Bettwanzen - gefährliche Urlaubsmitbringsel

Sie reisen als blinde Passagiere im Urlaubsgepäck und nisten sich oft zunächst unbemerkt in der Wohnung ein: Bettwanzen. Dort vermehren sie sich rasant und werden meist erst bemerkt, wenn sie jede Nacht zustechen.

Vorsicht Bettwanzen!

Visite - 25.06.2013 20:15 Uhr - Autor/in: Volker Ide

In vielen Urlaubsländern verbreitet, werden sie unwissentlich von Touristen im Gepäck eingeschleppt. Wenn sie sich erst einmal eingenistet haben, wird man sie nur schwer wieder los.

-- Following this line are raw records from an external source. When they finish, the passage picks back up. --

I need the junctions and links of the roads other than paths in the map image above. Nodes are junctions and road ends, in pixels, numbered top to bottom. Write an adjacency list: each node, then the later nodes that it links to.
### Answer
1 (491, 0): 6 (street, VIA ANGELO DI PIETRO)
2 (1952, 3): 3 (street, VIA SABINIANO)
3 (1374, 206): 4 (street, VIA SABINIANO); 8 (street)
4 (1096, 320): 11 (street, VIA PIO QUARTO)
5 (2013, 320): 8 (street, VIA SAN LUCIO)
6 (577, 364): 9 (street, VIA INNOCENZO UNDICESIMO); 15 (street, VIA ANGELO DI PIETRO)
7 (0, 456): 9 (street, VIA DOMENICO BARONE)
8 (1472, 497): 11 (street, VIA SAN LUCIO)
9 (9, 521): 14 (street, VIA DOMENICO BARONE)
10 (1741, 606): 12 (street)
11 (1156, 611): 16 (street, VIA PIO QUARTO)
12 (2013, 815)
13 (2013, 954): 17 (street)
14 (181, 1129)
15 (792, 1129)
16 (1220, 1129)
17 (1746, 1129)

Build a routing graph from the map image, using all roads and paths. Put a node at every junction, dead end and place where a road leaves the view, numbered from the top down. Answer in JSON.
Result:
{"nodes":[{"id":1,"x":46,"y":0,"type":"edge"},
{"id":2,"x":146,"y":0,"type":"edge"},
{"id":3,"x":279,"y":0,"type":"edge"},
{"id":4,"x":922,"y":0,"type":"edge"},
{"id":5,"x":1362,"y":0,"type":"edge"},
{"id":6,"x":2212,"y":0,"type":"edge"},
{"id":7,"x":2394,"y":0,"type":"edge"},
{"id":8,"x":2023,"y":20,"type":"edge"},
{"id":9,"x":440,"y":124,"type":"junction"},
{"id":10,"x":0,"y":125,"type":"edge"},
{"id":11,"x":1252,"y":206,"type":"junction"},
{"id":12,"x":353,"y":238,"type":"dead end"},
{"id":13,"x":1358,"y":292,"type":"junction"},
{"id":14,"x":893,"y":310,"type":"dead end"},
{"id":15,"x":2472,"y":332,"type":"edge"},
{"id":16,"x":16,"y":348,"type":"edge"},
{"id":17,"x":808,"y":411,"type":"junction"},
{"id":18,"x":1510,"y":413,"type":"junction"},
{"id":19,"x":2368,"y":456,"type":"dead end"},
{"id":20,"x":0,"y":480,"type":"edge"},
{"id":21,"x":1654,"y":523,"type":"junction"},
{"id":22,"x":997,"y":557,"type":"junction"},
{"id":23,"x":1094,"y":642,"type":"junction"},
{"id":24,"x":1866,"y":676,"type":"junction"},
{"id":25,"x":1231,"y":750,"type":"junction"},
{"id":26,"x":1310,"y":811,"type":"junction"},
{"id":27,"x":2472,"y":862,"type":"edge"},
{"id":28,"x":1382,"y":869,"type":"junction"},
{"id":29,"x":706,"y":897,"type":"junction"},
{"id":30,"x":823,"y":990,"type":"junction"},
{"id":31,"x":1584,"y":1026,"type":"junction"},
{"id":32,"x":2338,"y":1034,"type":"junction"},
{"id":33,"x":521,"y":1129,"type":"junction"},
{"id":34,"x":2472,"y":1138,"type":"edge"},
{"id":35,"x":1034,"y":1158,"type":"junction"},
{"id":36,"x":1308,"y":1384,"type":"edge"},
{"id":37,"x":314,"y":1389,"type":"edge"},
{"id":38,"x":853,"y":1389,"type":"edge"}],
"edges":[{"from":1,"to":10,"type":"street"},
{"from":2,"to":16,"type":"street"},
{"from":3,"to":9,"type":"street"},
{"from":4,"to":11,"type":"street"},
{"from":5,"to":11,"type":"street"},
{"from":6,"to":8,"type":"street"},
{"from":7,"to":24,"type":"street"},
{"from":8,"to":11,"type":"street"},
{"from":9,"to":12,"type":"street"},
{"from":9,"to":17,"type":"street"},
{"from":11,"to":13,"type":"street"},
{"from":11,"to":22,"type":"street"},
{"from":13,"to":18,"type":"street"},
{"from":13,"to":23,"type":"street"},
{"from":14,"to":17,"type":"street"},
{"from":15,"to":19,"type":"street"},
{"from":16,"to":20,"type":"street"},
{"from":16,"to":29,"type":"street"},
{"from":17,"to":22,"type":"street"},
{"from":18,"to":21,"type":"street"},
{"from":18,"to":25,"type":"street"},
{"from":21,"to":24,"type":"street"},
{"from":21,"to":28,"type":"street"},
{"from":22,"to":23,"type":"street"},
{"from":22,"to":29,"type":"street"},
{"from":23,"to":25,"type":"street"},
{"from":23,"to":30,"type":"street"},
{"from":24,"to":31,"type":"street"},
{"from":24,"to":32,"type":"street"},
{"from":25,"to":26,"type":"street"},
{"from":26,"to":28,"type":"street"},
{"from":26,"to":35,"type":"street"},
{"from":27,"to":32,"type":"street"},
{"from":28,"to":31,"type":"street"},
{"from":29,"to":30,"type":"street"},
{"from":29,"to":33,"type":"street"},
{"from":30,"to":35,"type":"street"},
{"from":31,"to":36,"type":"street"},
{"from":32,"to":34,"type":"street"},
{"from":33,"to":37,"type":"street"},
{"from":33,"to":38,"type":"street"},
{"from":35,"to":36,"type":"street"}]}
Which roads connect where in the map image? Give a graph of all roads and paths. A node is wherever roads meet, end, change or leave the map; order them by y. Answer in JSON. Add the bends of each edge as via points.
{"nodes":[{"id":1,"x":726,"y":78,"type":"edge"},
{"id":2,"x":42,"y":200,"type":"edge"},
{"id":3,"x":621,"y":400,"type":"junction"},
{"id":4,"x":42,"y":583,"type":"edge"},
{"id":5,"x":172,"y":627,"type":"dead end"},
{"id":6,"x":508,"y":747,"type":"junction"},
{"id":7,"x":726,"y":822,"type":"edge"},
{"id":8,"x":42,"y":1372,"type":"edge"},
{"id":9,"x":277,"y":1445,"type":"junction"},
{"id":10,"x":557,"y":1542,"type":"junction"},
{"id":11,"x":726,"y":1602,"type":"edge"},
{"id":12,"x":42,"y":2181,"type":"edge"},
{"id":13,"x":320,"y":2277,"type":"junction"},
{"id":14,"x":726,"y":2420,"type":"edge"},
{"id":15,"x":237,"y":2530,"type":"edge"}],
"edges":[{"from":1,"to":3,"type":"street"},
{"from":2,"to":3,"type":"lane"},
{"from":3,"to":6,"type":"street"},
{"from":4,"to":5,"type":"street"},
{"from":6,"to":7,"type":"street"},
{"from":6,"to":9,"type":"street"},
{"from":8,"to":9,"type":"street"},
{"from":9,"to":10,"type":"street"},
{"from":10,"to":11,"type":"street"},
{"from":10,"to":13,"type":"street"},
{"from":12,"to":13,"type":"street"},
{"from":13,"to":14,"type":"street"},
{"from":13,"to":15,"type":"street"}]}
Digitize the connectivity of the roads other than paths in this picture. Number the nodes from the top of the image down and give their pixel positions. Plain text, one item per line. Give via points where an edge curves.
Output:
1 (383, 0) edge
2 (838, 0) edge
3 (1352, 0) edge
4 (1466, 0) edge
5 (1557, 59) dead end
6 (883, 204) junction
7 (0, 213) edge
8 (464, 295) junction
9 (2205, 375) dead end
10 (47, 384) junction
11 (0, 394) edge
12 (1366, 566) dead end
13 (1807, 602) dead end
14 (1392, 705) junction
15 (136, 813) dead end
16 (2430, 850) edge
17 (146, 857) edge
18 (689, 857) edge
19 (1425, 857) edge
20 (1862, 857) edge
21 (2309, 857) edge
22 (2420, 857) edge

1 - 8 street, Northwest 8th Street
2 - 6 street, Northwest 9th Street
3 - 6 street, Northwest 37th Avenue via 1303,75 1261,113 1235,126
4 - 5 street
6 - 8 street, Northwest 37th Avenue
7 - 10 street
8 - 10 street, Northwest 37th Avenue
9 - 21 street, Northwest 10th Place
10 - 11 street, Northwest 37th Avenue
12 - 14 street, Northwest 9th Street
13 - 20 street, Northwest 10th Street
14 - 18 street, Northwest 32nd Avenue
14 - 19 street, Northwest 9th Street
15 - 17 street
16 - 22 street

Immer häufiger treten die kleinen Blutsauger in Deutschland auf, meist eingeschleppt aus Urlaubsländern wie Österreich, Schweiz, Italien, Spanien und den USA. Hier sind viele Hotels von den winzigen Parasiten befallen - allein in New York wurden im vergangenen Jahr mehr als 10.000 Fälle registriert und die Dunkelziffer dürfte deutlich höher sein. Auch mit alten Möbeln, vor allem Sofas, oder Flohmarktschnäppchen holen sich viele die Plagegeister ins Haus.

Stich der Bettwanze nicht zu spüren

Tagsüber sind sie mit dem bloßen Auge kaum zu entdecken, sie verstecken sich zum Beispiel hinter Tapeten und Heizungsrohren oder in den Kanten der Matratzen. Im Unterschied zu einem Mückenstich spüren Menschen den einzelnen Stich einer Bettwanze nicht, Rötung und Juckreiz treten erst Tage später auf.

Die meisten Betroffenen leiden im schlimmsten Fall unter zahlreichen schmerzhaften und juckenden Stichen, die gefährliche allergische Reaktionen auslösen können. Zwar übertragen Bettwanzen selbst keine Krankheiten, doch nicht selten kratzen Betroffene die juckenden Einstichstellen auf und riskieren damit eine sogenannte Superinfektion durch gefährliche Bakterien.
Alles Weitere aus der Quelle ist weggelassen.